Skok na kasę, nieudolność we wszystkim poza łupieniem społeczeństwa, pogarda dla słabszych i uległość (bezmyślna, nie – przemyślana) wobec silniejszych, głównie zresztą silniejszych naszym strachem i własną bezczelnością przez ten strach potęgowaną, nie zaś własną siłą) – i co? I gdzie to powstanie, przebudzenie, tąpnięcie w sondażach choćby? Nie ma. Jest tylko coraz większe – przepraszam, nie chcę szukać specjalnie wyrafinowanych określeń, gdy trzeba pisać wprost – wkurwienie. Wkurwienie niewielkiej grupy ludzi. Czasem myślę wręcz, że o to właśnie chodzi. Ot, garstka oszołomów, fanatyków, których prędzej czy później da się spacyfikować, mniej lub bardziej brutalnie. Dziś przyjdzie tysiąc pod kancelarię, przyniosą flagi i transparenty. Za miesiąc przyjdzie… choćby i trzy tysiące niech przyjdą. Przyniosą atrapy szubienic czy choćby kamienie. A miliony zostaną w domach, przed telewizorami, później zaś podziękują za uratowanie ich kolejnej, parszywej, "małej stabilizacji". Miliony, które nie wierzą w to, co widzą sami, jeśli nie potwierdzą im tego w tv. Widzą wariata Niesiołowskiego – dostają psychoanalizę Kaczyńskiego. I piszą po forach o wariacie, chcącym wojny z Rosją. I czekają na kolejnego Ryszarda C., bo już wiedzą, kogo wolno nienawidzić w kraju, który wypisał sobie miłość na sztandarach. I piszą o tym w sieci, nie licząc nawet na "człowieka roku +Wprost+", bezinteresownie.

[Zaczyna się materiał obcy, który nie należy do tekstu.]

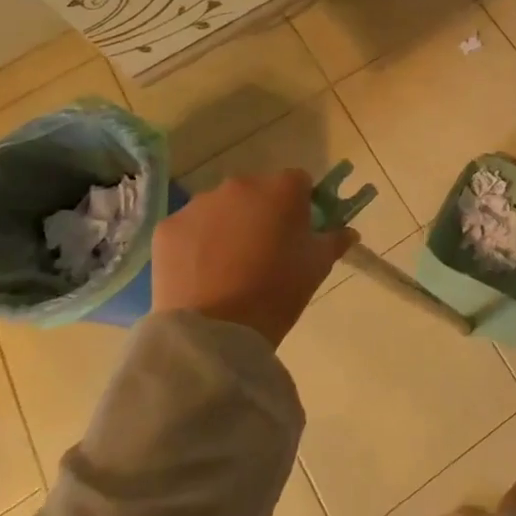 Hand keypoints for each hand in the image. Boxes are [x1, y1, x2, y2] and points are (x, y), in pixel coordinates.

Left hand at [149, 171, 354, 344]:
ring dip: (228, 225)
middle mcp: (241, 184)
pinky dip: (196, 243)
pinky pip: (190, 228)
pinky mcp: (168, 227)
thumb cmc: (278, 292)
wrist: (216, 332)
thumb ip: (335, 240)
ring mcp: (200, 204)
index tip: (298, 232)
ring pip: (221, 208)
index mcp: (282, 188)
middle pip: (257, 191)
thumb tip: (348, 232)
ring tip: (228, 266)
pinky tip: (201, 273)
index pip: (299, 183)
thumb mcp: (317, 266)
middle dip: (261, 212)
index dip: (300, 205)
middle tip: (263, 251)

Kelus śpiewał, że "ktoś splugawił słowa czyn, walka i towarzysz". Teraz splugawiono już nawet "miłość". Orwell mógłby być dumny, nie ma zresztą co wątpić – na pewno był jedną z ulubionych lektur dawnych opozycjonistów, którzy dorwawszy się do koryta postanowili resztę – dla własnego spokoju – zapędzić z powrotem do klatek, tyle, że na tyle luksusowych, by już nikomu nie przyszło do głowy się buntować. A dla nas znów nadzieja jest tylko to, że wreszcie pożrą się między sobą o ten coraz mniejszy kawałek sukna. I żrą się, to już widać. A dookoła wszyscy śpią i spać będą jeszcze długo. Choćby dlatego, że zmiana poglądów czy choćby – oceny sytuacji – wymagałaby przyznania się do błędu, do tego, że zostało się oszukanym. Angażując zaś niesamowite pokłady emocji – pogardy, wstydu, agresji – wszystkiego, co zaproponowała PO na swoich plakatach z roku 2007 – władza przywiązała do siebie ludzi bardzo mocno. Skoro to odpowiednie głosowanie uczyniło kimś lepszym gnojka, który od dwóch lat mieszka w dużym mieście od innego gnojka, który jest tam od zawsze, ale wybiera nieodpowiedzialnie, skoro to kupno odpowiedniego produktu uczyniło go mieszkańcem miasta i Europejczykiem, to jakby miał z tego zrezygnować, przyznać rację temu pogardzanemu gorszemu, ulegającemu "złym emocjom". Na dno pójdzie, a się nie przyzna.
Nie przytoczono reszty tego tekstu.